There's certainly no denying that it looks a million dollars. With its striking gloss-blue top and side panels wrapped around a diamond shaped and sumptuously metallic front plate, it's quite possibly the prettiest projector ever. The only downsides are that it's perhaps rather large and intimidating for a living room installation, and also extremely heavy - so if you're going to ceiling mount it, make sure you get it done professionally!
After this impeccable start, though, the VW200 surprisingly blots its copy book by only providing two HDMIs - surely at this price it should have three? To make matters worse, you also only get one set of component jacks when some projectors costing a fraction as much manage two.
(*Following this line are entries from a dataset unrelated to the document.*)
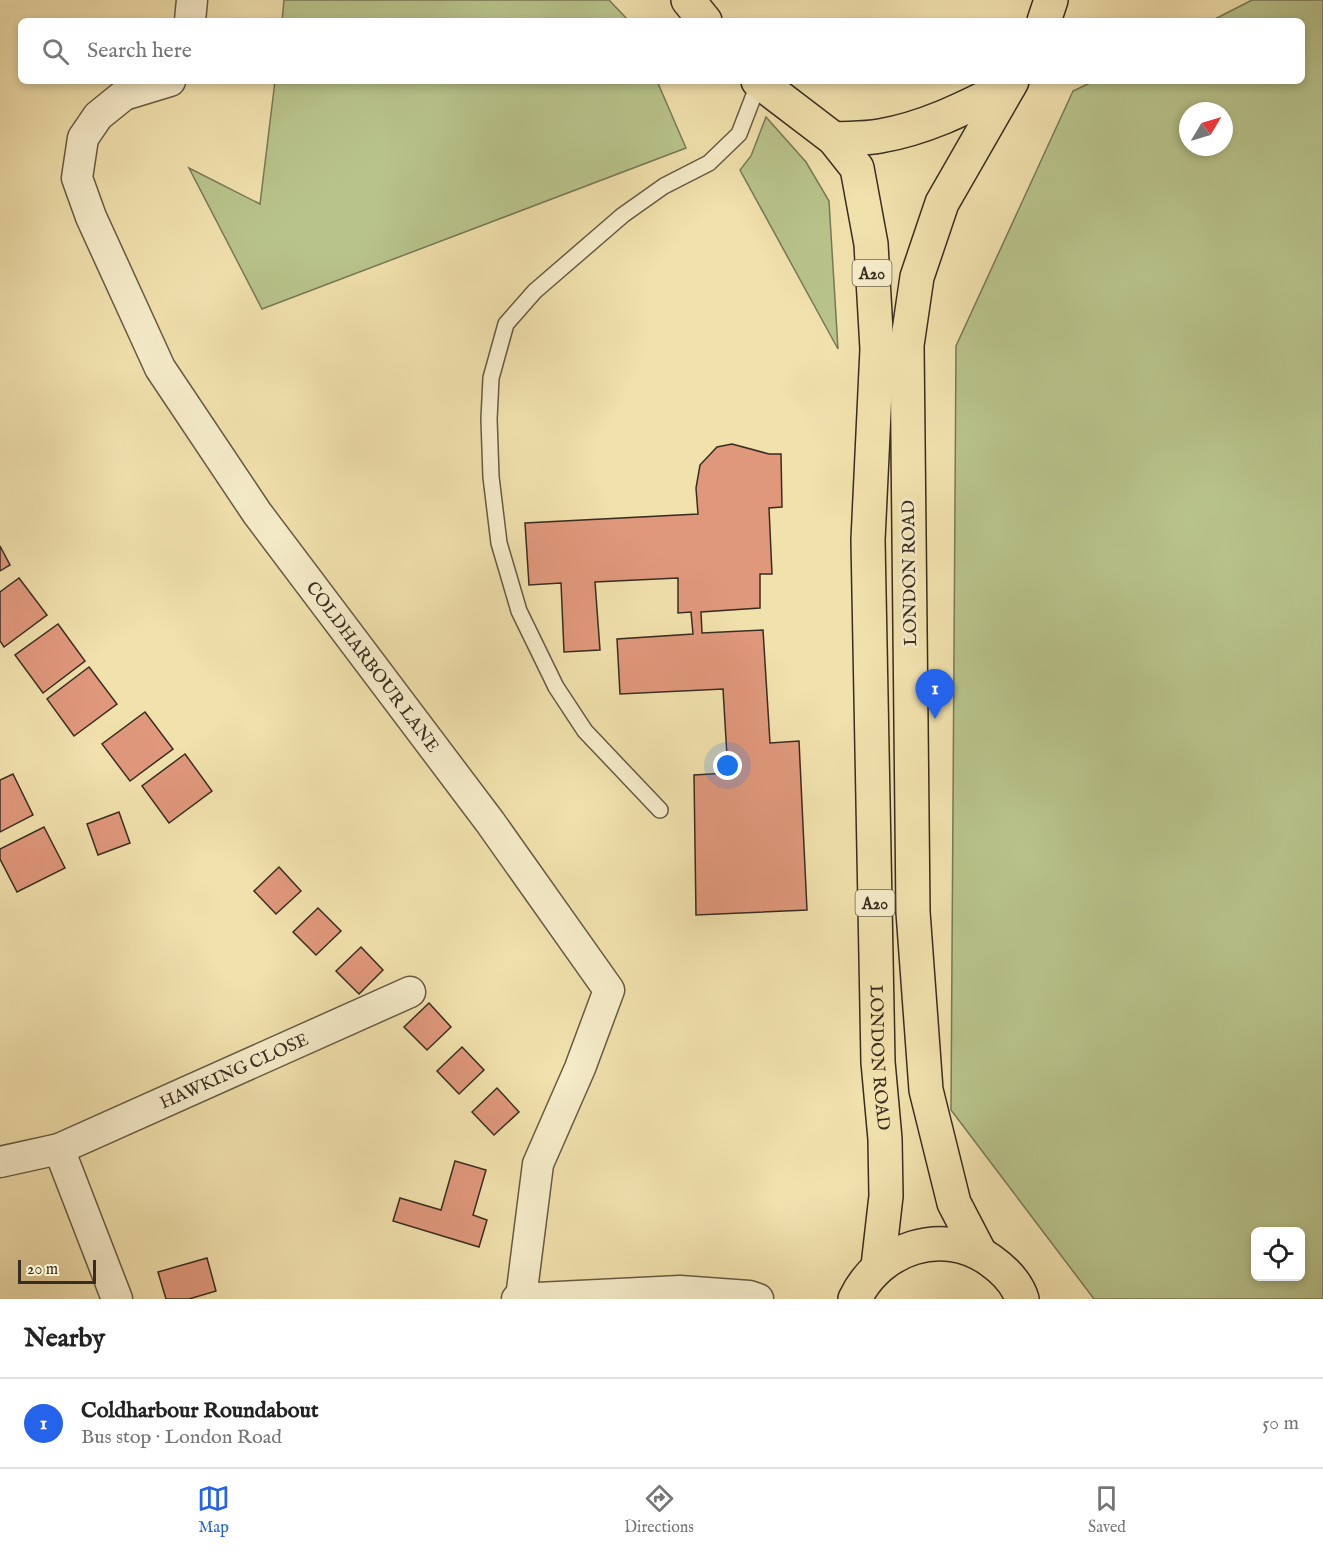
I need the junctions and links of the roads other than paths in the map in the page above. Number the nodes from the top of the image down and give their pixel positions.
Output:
1 (192, 0) edge
2 (688, 0) edge
3 (711, 0) edge
4 (1051, 0) edge
5 (190, 18) edge
6 (703, 18) edge
7 (712, 18) edge
8 (1045, 18) edge
9 (160, 84) edge
10 (758, 84) edge
11 (763, 84) edge
12 (1008, 84) edge
13 (1009, 84) edge
14 (834, 139) junction
15 (660, 810) dead end
16 (410, 992) dead end
17 (59, 1149) junction
18 (0, 1162) edge
19 (980, 1253) junction
20 (878, 1266) junction
21 (1023, 1297) edge
22 (854, 1298) edge
23 (117, 1299) edge
24 (519, 1299) edge
25 (758, 1299) edge

1 - 5 street
2 - 6 main road
3 - 7 main road
4 - 8 main road
9 - 24 street, COLDHARBOUR LANE
10 - 15 lane
11 - 14 main road, LONDON ROAD
12 - 14 main road
13 - 19 main road, LONDON ROAD / A20
14 - 20 main road, LONDON ROAD / A20
16 - 17 street, HAWKING CLOSE
17 - 18 street, HAWKING CLOSE
17 - 23 street
19 - 20 main road
19 - 21 main road
20 - 22 main road
24 - 25 street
Hmm.
On the upside, both HDMIs are built to the latest v1.3 specification, and will take the ‘pure' 1080p/24fps feeds now available from the vast majority of Blu-ray players. Plus you get a PC jack, a 12V trigger output for driving a motorised screen, an RS-232 port for hardwired remote control, and an Ethernet port for network connection.
As with its VW100 predecessor, the VW200 uses Sony's proprietary SXRD technology. This is essentially a refinement of Liquid Crystal on Silicon (LCOS) technology; a fast-response system also notable for its ability to cram ridiculous amounts of pixels onto extremely small chipsets. As a result, it comes as little surprise to find the VW200 claiming a full HD 1,920 x 1,080 resolution.
In fact, Sony claims to have got the pixel ‘pitch' (how far the pixels are apart) down to an incredibly small level for the VW200, a fact which should mean you get a perfectly smooth picture that doesn't suffer with ‘blanking lines' or the so-called chicken wire effect, whereby the structure of the projection panels becomes manifest in the final picture.